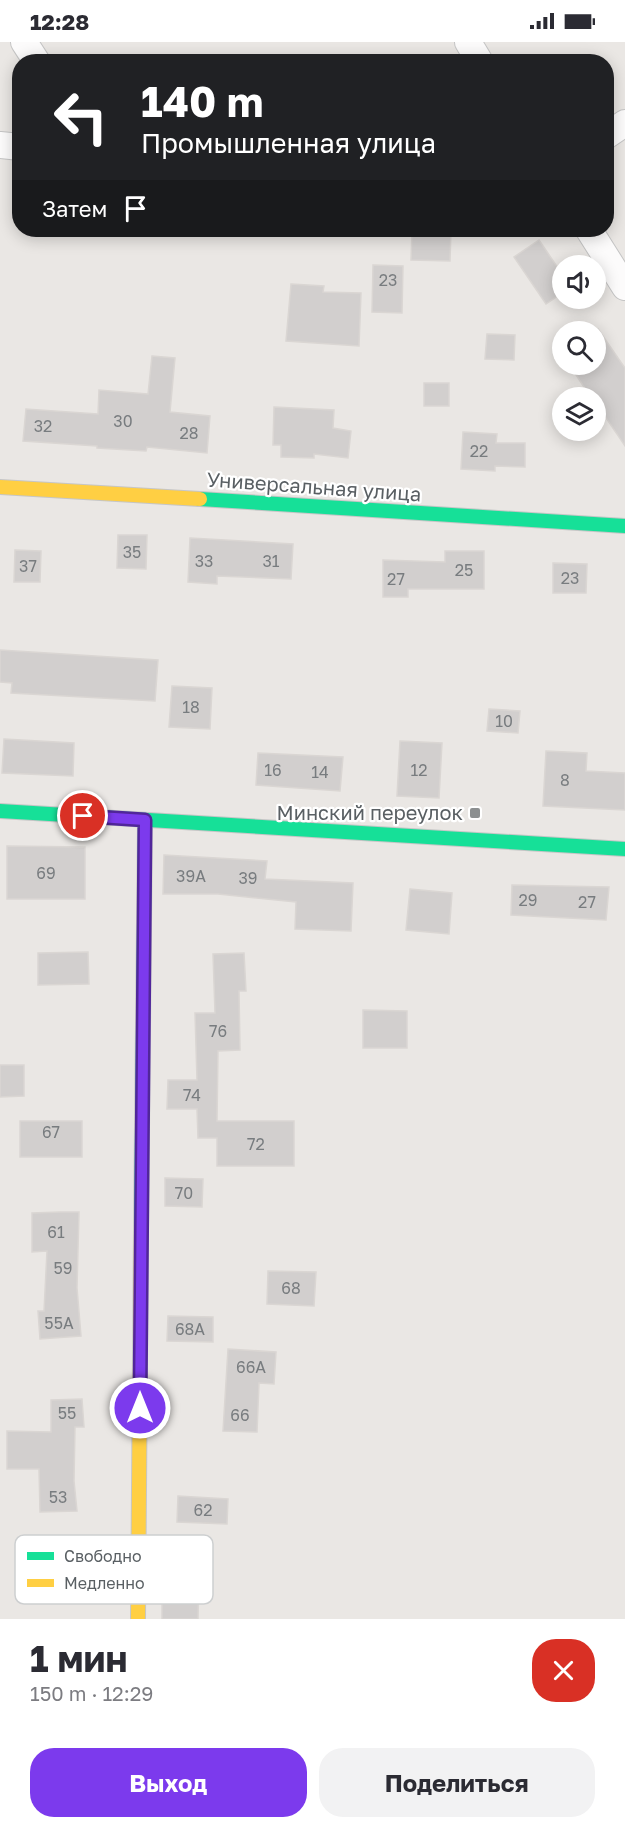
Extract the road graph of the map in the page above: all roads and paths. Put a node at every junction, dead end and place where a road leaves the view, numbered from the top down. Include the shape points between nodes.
1 (593, 237) edge
2 (625, 287) edge
3 (0, 488) edge
4 (625, 526) edge
5 (0, 811) edge
6 (145, 820) junction
7 (625, 849) edge
8 (139, 1535) edge
9 (138, 1604) edge
10 (138, 1619) edge

1 - 2 street
3 - 4 street, Универсальная улица
5 - 6 street
6 - 7 street
6 - 8 street
9 - 10 street

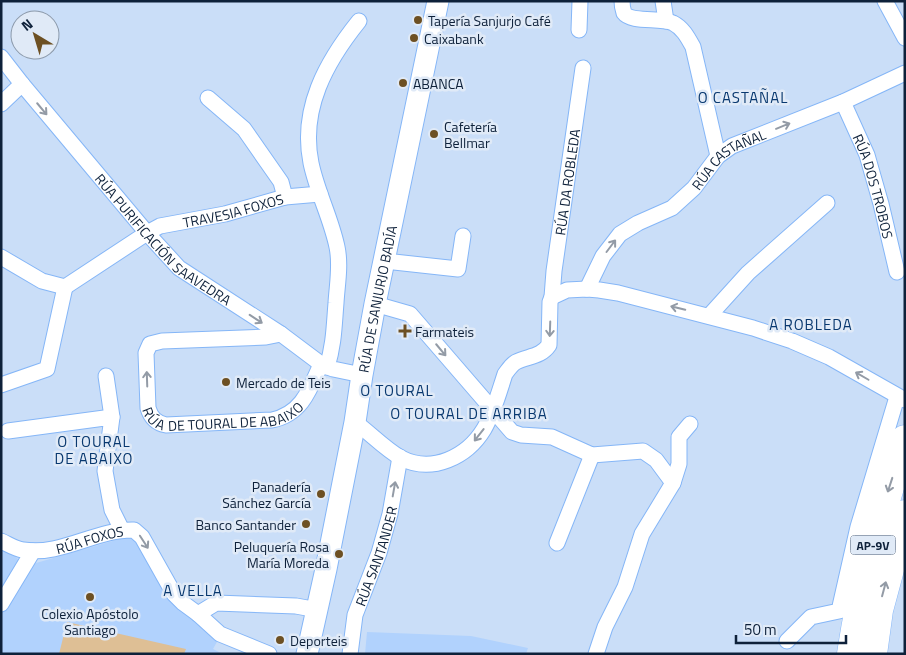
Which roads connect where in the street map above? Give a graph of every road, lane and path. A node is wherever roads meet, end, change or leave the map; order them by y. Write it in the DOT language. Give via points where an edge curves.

-------

> **REQUIRED WORK**: In your copy, repeat each record exactly and include no pictures.

> **RESPONSE FOR THIS EXERCISE**:
Extract the road graph of the map in the page above: all roads and paths. Put a node at every junction, dead end and place where a road leaves the view, numbered from the top down. Include the shape points between nodes.
1 (593, 237) edge
2 (625, 287) edge
3 (0, 488) edge
4 (625, 526) edge
5 (0, 811) edge
6 (145, 820) junction
7 (625, 849) edge
8 (139, 1535) edge
9 (138, 1604) edge
10 (138, 1619) edge

1 - 2 street
3 - 4 street, Универсальная улица
5 - 6 street
6 - 7 street
6 - 8 street
9 - 10 street

Which roads connect where in the street map above? Give a graph of every road, lane and path. A node is wherever roads meet, end, change or leave the map; order them by y. Write it in the DOT language. Give via points where an edge curves.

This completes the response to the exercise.